**Available data**:
----

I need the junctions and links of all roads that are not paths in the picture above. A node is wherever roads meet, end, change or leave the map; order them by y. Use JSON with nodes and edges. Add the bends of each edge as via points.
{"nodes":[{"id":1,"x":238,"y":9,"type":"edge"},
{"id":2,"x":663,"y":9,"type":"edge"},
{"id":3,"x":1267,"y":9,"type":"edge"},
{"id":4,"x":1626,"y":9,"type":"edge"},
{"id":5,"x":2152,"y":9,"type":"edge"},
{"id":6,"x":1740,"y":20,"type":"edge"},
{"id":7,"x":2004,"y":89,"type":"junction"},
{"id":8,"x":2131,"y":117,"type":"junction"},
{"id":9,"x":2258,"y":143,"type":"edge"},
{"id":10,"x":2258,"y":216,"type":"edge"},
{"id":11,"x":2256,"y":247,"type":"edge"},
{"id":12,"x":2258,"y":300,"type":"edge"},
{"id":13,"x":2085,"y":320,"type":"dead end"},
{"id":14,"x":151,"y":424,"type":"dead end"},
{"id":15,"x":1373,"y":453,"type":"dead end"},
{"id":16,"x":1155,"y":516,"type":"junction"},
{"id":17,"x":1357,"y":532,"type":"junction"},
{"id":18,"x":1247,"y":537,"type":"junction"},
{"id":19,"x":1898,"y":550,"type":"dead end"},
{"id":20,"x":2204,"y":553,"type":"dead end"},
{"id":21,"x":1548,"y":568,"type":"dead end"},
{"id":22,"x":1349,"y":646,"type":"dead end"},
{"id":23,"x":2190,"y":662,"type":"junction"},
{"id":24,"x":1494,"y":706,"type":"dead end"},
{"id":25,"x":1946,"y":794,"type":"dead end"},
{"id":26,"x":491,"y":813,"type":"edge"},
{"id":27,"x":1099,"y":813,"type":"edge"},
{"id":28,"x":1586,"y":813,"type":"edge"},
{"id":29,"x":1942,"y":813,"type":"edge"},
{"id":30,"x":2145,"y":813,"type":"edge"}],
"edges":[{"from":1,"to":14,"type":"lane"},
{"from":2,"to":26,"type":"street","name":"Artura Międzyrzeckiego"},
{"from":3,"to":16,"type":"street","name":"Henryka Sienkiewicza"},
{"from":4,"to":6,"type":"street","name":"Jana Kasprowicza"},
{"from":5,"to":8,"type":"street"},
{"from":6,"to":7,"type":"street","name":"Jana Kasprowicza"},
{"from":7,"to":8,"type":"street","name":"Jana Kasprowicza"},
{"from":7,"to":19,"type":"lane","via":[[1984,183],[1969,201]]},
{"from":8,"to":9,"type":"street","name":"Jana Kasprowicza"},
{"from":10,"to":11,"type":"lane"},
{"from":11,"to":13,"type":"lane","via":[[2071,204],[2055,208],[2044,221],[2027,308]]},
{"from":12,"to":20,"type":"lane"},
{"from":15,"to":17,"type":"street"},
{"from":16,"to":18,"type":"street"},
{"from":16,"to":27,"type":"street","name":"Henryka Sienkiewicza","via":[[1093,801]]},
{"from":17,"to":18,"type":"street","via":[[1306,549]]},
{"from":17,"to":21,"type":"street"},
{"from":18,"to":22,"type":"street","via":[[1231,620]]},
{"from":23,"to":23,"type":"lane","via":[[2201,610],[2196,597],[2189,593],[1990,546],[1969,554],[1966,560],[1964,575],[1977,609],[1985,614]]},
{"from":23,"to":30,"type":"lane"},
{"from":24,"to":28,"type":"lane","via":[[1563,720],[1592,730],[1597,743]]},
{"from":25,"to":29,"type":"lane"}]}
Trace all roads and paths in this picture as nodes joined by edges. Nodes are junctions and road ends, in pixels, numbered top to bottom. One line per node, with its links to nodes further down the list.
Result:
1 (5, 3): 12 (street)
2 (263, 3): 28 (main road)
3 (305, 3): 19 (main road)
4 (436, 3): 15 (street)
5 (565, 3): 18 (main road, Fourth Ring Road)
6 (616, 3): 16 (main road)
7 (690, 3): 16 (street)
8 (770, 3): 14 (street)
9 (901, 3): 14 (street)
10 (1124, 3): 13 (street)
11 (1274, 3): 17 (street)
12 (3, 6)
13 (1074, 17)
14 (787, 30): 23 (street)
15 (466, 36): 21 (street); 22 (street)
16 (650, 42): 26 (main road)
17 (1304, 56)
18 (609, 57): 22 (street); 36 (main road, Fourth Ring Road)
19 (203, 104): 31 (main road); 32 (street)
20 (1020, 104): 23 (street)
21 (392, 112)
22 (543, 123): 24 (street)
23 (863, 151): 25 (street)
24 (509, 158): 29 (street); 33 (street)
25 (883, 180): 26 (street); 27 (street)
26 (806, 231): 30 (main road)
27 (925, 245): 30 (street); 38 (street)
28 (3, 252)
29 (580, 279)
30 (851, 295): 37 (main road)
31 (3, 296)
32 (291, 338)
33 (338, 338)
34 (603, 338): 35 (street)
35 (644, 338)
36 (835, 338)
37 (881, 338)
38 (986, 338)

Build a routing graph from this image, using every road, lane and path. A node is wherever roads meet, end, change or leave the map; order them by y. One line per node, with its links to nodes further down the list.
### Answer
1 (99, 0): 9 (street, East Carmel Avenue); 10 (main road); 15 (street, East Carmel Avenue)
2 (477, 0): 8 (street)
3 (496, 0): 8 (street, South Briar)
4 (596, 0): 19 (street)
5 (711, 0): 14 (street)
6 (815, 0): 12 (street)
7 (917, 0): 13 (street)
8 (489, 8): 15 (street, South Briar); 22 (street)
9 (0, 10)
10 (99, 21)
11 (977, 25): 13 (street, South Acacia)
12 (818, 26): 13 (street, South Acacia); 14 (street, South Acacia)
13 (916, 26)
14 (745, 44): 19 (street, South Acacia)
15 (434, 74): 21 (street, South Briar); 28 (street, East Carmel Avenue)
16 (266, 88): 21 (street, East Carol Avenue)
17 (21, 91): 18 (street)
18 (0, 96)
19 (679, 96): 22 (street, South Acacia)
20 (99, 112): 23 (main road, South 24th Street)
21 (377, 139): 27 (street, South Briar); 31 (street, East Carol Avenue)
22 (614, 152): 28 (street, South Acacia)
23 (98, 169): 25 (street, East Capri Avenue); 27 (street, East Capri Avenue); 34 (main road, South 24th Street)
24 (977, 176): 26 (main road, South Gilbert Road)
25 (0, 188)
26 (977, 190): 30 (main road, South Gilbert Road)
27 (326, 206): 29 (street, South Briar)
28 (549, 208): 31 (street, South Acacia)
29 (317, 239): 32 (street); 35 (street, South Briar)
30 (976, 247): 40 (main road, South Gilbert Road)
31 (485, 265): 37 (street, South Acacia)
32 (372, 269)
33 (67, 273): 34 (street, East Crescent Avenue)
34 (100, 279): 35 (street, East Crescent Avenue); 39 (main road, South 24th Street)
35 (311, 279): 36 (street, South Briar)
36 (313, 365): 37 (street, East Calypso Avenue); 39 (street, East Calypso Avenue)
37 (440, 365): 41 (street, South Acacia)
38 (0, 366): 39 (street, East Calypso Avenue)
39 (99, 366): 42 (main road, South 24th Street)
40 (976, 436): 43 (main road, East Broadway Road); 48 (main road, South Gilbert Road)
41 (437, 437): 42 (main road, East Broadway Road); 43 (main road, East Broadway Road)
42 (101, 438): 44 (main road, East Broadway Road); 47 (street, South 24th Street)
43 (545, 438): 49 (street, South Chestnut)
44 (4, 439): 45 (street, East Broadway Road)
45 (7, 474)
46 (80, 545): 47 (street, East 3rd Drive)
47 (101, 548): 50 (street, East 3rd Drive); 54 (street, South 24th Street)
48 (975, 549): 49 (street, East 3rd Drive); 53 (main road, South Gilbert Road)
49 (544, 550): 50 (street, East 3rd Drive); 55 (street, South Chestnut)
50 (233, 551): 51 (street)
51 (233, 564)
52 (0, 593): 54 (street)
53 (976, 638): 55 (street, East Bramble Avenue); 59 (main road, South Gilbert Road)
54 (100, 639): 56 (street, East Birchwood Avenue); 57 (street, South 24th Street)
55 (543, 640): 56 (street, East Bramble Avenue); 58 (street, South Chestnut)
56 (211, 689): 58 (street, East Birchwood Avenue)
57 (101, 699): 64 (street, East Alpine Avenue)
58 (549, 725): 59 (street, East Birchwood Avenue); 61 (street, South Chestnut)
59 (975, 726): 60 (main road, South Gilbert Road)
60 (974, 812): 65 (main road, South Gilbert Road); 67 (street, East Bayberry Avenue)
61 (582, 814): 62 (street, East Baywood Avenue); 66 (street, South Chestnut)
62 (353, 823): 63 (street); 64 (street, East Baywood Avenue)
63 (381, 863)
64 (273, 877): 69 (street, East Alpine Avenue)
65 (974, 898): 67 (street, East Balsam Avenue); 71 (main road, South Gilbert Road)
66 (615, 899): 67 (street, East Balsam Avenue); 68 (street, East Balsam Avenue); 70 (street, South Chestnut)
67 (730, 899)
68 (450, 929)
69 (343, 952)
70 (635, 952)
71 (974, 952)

----

**What the task asks**:
Looking at the material above, count the lines where the word "Broadway" occurs, and answer with that count alone.

**Solved problem**:
4